Zbigniew Brzezinski : C’est sa décision. Il aurait été bien qu’il y aille, évidemment. La chute du Mur fut un grand moment de joie et de libertés, le plus grand depuis le printemps des peuples, en 1848. Et ce fut aussi, bien sûr, un succès commun de l’Amérique et de l’Europe. Que croyez-vous donc que l’Amérique a fait en Europe pendant quarante ans ? Mais je ne veux pas en faire une « cause célèbre » [2], je ne veux ni défendre, ni critiquer la décision d’Obama. Je ne sais pas quelles sont ses raisons, peut-être en a-t-il de bonnes.

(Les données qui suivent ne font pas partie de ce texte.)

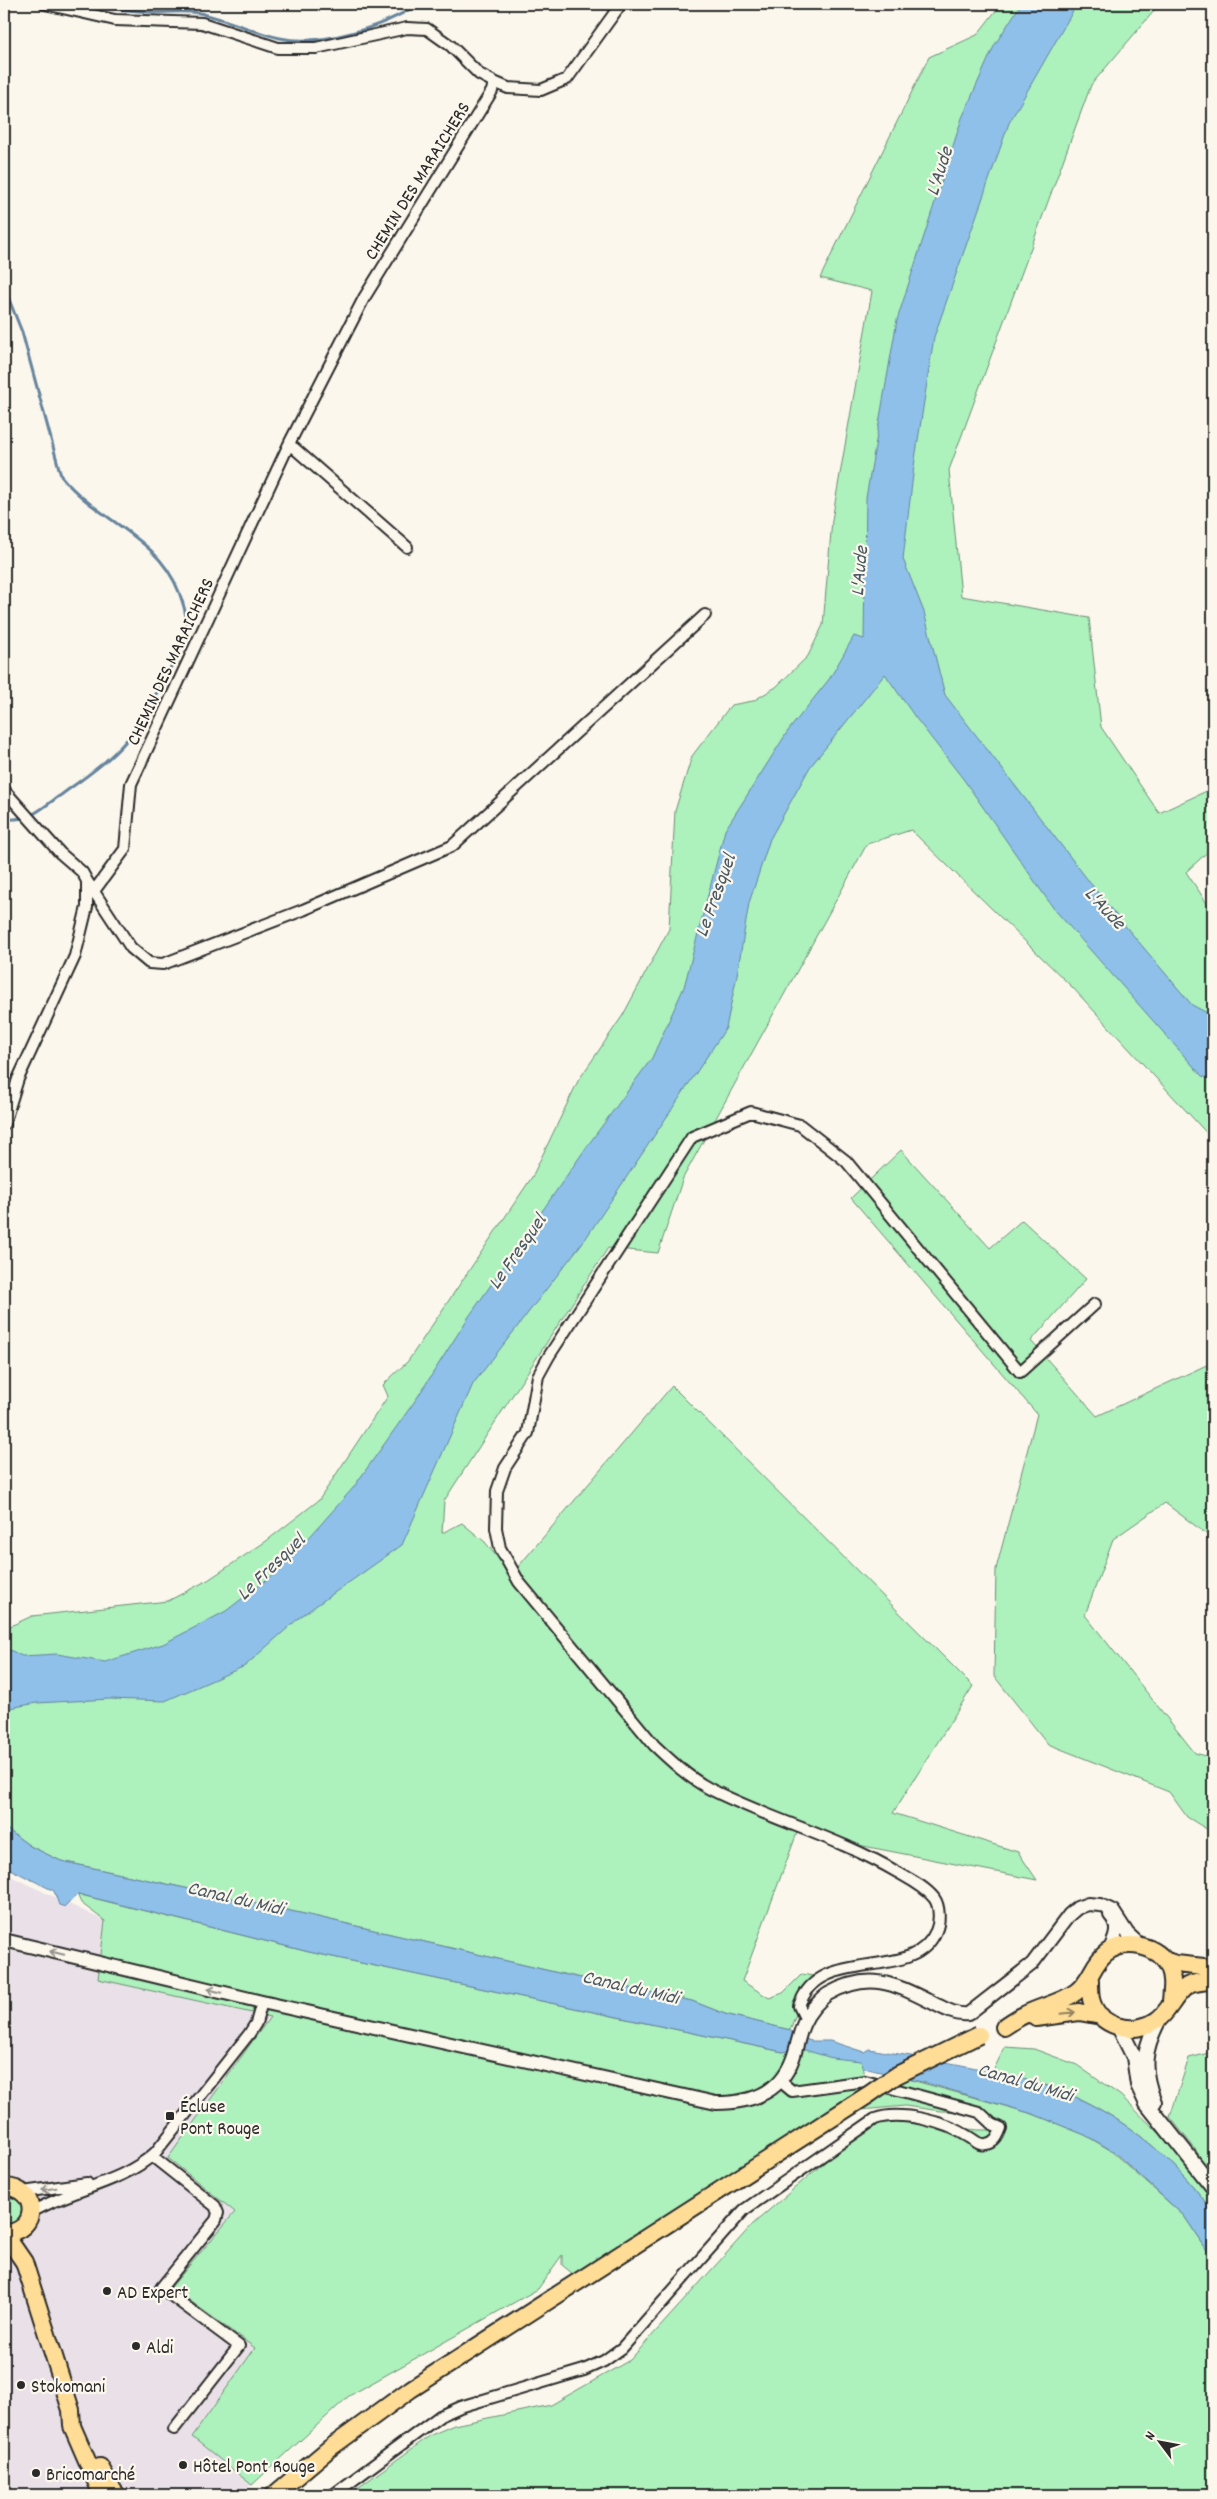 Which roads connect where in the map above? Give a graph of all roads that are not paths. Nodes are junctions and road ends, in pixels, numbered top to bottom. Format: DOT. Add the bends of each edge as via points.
graph roads {
  1 [pos="45,4"];
  2 [pos="621,4"];
  3 [pos="494,82"];
  4 [pos="288,446"];
  5 [pos="407,547"];
  6 [pos="704,615"];
  7 [pos="7,793"];
  8 [pos="87,881"];
  9 [pos="94,891"];
  10 [pos="4,1124"];
  11 [pos="1095,1304"];
  12 [pos="1100,1905"];
  13 [pos="4,1940"];
  14 [pos="1141,1946"];
  15 [pos="1108,1952"];
  16 [pos="1164,1960"];
  17 [pos="1213,1968"];
  18 [pos="1090,1980"];
  19 [pos="1213,1980"];
  20 [pos="1171,2001"];
  21 [pos="262,2002"];
  22 [pos="1100,2016"];
  23 [pos="1158,2019"];
  24 [pos="803,2023"];
  25 [pos="1004,2027"];
  26 [pos="1119,2028"];
  27 [pos="780,2081"];
  28 [pos="1162,2124"];
  29 [pos="152,2156"];
  30 [pos="110,2179"];
  31 [pos="11,2185"];
  32 [pos="1213,2188"];
  33 [pos="27,2220"];
  34 [pos="4,2233"];
  35 [pos="24,2262"];
  36 [pos="71,2410"];
  37 [pos="174,2429"];
  38 [pos="279,2490"];
  39 [pos="102,2495"];
  40 [pos="116,2495"];
  41 [pos="267,2495"];
  42 [pos="334,2495"];
  1 -- 3 [label="street" via="115,20 202,23 278,48 316,48 407,28 427,30 451,46 479,74"];
  2 -- 3 [label="street" via="566,79 541,90 508,88"];
  3 -- 4 [label="street, CHEMIN DES MARAICHERS" via="492,91 364,298"];
  4 -- 5 [label="street"];
  4 -- 9 [label="street, CHEMIN DES MARAICHERS" via="131,784 126,849"];
  6 -- 9 [label="street" via="452,846 303,910 163,964 149,962 131,948"];
  7 -- 8 [label="street"];
  8 -- 9 [label="street"];
  8 -- 10 [label="street" via="87,907 74,956 18,1079"];
  11 -- 24 [label="street" via="1020,1372 846,1162 800,1126 751,1112 692,1137 538,1376 528,1433 504,1468 497,1490 496,1528 500,1548 520,1582 649,1740 680,1768 710,1789 866,1854 919,1885 935,1899 939,1915 936,1930 926,1946 897,1960 842,1968 824,1978 804,1994 799,2006"];
  12 -- 14 [label="street" via="1113,1911 1128,1934"];
  12 -- 15 [label="street" via="1117,1926"];
  12 -- 24 [label="street" via="1088,1904 1068,1915 1032,1964 968,2014 955,2014 891,1983 869,1981 826,1994"];
  21 -- 13 [label="street, one-way"];
  14 -- 15 [label="main road" via="1125,1945"];
  14 -- 16 [label="main road" via="1151,1949"];
  15 -- 18 [label="main road" via="1097,1962"];
  16 -- 17 [label="main road"];
  16 -- 20 [label="main road" via="1173,1982"];
  18 -- 22 [label="main road" via="1091,2000"];
  18 -- 25 [label="main road" via="1064,1999"];
  19 -- 20 [label="main road" via="1188,1985"];
  20 -- 23 [label="main road"];
  21 -- 27 [label="street" via="716,2102 736,2103 755,2098"];
  21 -- 29 [label="street" via="256,2023"];
  25 -- 22 [label="main road, one-way" via="1046,2015 1079,2012"];
  22 -- 26 [label="main road"];
  23 -- 26 [label="main road" via="1137,2029"];
  23 -- 28 [label="main road" via="1147,2042 1145,2069"];
  24 -- 27 [label="street" via="787,2074"];
  25 -- 38 [label="main road, bridge" via="979,2035 897,2075 410,2389"];
  26 -- 28 [label="main road" via="1134,2057 1138,2085"];
  27 -- 42 [label="street" via="792,2091 866,2081 979,2112 1001,2128 997,2139 978,2144 969,2136 920,2118 895,2115 875,2118 744,2210 622,2348 604,2361 440,2416"];
  28 -- 32 [label="main road"];
  29 -- 30 [label="street" via="140,2167"];
  29 -- 37 [label="street" via="215,2206 218,2213 216,2220 161,2288 239,2346"];
  30 -- 31 [label="street, one-way"];
  30 -- 33 [label="street" via="46,2204"];
  31 -- 33 [label="main road" via="28,2198"];
  33 -- 34 [label="main road" via="17,2231"];
  33 -- 35 [label="main road"];
  34 -- 35 [label="main road"];
  35 -- 36 [label="main road"];
  36 -- 39 [label="main road" via="72,2426"];
  36 -- 40 [label="main road"];
  38 -- 41 [label="main road"];
}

Hubert Védrine : La réunion qui aurait eu le plus de sens aurait été celle de Mikhaïl Gorbatchev, George Bush père, Helmut Kohl, Margaret Thatcher et… François Mitterrand. Pour d’évidentes raisons, elle ne peut se tenir. Alors qu’est-ce que les dirigeants actuels veulent célébrer avec ce sommet ? Le triomphe romain de l’Occident ? Mais Vladimir Poutine affirme que la fin de l’URSS a été la pire tragédie du XXe siècle ! Or, la chute du Mur en a été l’un des signes annonciateurs. Quant à Obama, voyez les urgences qu’il a à traiter, cela passe avant des commémorations ! Pour lui, en 2009, l’Europe n’est ni un problème, ni une solution, sauf pour l’Afghanistan où il demande à ses alliés de l’Otan des renforts, sans concertation préalable avec eux pour redéfinir la stratégie. Il a été élu pour sortir les Etats-Unis de la crise. Il est confronté à des casse-têtes gigantesques hérités de l’administration Bush - la dérégulation financière, les blocages au Moyen-Orient, l’impuissance occidentale face à l’Iran, le bourbier afghan. Se dire déçu de lui, après neuf mois, serait pour le moins prématuré.

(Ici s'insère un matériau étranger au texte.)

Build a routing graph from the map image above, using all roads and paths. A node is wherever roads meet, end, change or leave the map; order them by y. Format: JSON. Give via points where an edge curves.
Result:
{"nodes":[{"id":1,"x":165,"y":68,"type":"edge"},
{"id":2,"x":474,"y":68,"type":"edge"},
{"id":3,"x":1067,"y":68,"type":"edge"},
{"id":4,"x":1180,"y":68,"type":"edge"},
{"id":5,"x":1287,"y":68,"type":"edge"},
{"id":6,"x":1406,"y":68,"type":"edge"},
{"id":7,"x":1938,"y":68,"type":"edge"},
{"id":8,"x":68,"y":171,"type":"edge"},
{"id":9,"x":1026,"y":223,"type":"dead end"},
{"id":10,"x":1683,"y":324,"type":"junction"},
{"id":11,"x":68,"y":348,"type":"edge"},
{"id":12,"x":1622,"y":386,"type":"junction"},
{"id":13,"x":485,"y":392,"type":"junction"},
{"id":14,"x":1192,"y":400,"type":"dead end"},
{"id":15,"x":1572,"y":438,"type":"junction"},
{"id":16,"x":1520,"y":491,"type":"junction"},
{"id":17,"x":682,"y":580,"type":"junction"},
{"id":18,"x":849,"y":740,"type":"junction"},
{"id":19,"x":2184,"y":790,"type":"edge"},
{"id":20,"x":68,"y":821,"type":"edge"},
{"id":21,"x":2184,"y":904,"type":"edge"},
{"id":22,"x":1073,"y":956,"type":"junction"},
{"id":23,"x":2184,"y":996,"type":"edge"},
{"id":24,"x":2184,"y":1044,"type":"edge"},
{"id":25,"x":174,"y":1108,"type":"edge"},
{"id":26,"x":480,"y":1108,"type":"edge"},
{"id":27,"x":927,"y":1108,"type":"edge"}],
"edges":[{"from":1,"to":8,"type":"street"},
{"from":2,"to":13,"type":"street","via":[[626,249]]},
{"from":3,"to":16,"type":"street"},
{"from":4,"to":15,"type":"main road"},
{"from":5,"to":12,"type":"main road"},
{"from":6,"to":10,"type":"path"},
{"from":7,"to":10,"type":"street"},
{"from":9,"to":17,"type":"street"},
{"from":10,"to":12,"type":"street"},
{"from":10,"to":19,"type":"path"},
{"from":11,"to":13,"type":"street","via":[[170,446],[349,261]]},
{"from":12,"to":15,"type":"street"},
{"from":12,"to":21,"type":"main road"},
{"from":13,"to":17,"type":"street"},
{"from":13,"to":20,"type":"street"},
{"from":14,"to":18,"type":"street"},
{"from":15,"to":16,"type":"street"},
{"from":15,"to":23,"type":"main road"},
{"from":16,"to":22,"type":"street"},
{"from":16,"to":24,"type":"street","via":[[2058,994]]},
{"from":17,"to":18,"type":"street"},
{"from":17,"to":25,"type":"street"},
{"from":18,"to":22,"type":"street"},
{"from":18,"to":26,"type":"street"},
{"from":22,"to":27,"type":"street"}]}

La chute du Mur marque-t-elle, selon vous, la fin du communisme ?
H.V. : En 1989, la RDA était exsangue, à bout de souffle, déstabilisée, comme les autres démocraties « populaires », par la décision historique de Gorbatchev de ne pas recourir à la force dans les pays satellites qui s’écarteraient du socialisme. Son incapacité à maintenir ses frontières fermées a été un temps fort dans un processus entamé bien avant, en Pologne ou en Afghanistan, et conclu en décembre 1991. Dès 1985-1986 Gorbatchev avait passé par pertes et profits le contrôle soviétique sur l’Europe de l’Est. En 1989, Erich Honecker [le dirigeant de la RDA jusqu’en octobre, ndlr] n’était même plus capable d’empêcher ses ressortissants de fuir par milliers vers la Hongrie, laquelle les laissait ensuite passer à l’Ouest. Le Mur était déjà lézardé ! On aurait pu s’attendre à ce que son ouverture soit postérieure à la désagrégation de la RDA. In fine, le peuple de RDA, redevenu sujet de sa propre histoire, a précipité les événements !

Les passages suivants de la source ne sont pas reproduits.